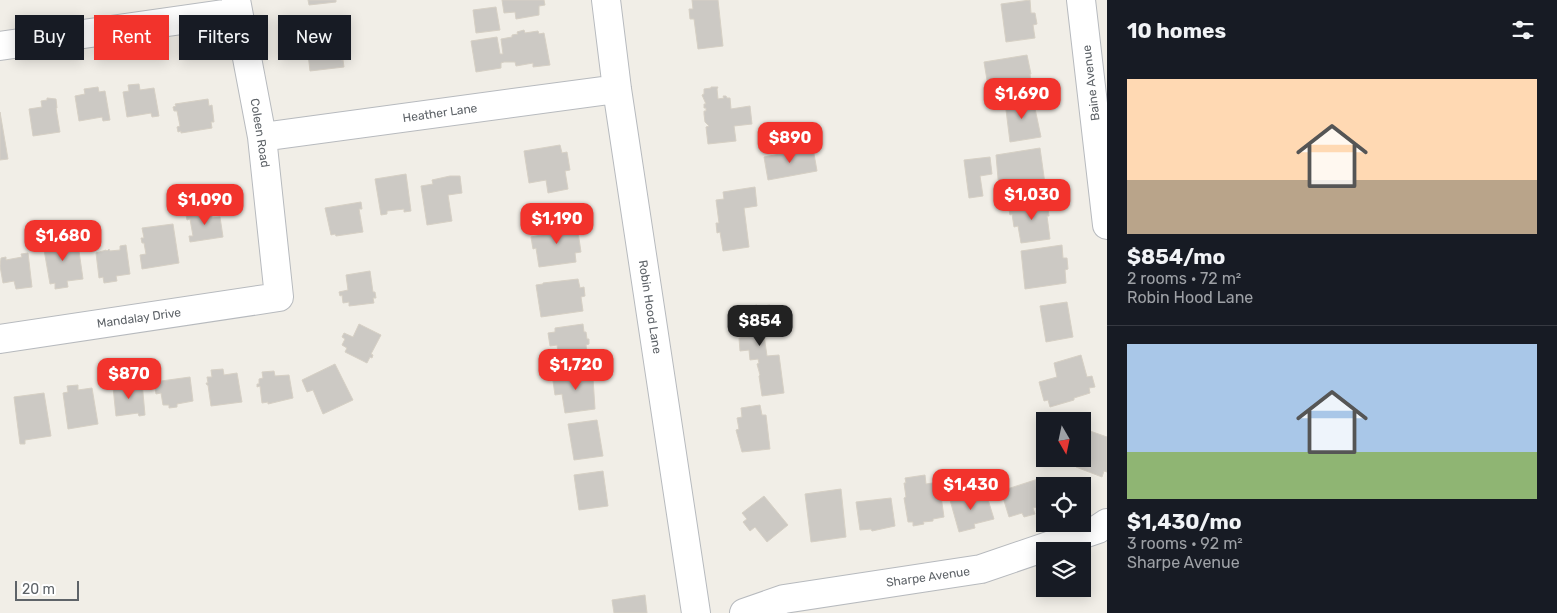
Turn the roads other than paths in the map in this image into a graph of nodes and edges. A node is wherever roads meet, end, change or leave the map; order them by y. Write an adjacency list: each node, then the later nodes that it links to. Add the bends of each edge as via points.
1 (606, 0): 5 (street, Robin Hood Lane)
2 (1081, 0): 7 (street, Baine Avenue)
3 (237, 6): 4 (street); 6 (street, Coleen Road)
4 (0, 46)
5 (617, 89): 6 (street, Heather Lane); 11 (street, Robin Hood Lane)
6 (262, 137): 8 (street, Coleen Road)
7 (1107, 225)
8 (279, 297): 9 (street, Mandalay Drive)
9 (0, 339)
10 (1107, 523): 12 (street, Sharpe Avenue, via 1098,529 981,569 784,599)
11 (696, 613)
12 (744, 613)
==================================================
In your copy, include no pictures; print every line above exactly.

Turn the roads other than paths in the map in this image into a graph of nodes and edges. A node is wherever roads meet, end, change or leave the map; order them by y. Write an adjacency list: each node, then the later nodes that it links to. Add the bends of each edge as via points.
1 (606, 0): 5 (street, Robin Hood Lane)
2 (1081, 0): 7 (street, Baine Avenue)
3 (237, 6): 4 (street); 6 (street, Coleen Road)
4 (0, 46)
5 (617, 89): 6 (street, Heather Lane); 11 (street, Robin Hood Lane)
6 (262, 137): 8 (street, Coleen Road)
7 (1107, 225)
8 (279, 297): 9 (street, Mandalay Drive)
9 (0, 339)
10 (1107, 523): 12 (street, Sharpe Avenue, via 1098,529 981,569 784,599)
11 (696, 613)
12 (744, 613)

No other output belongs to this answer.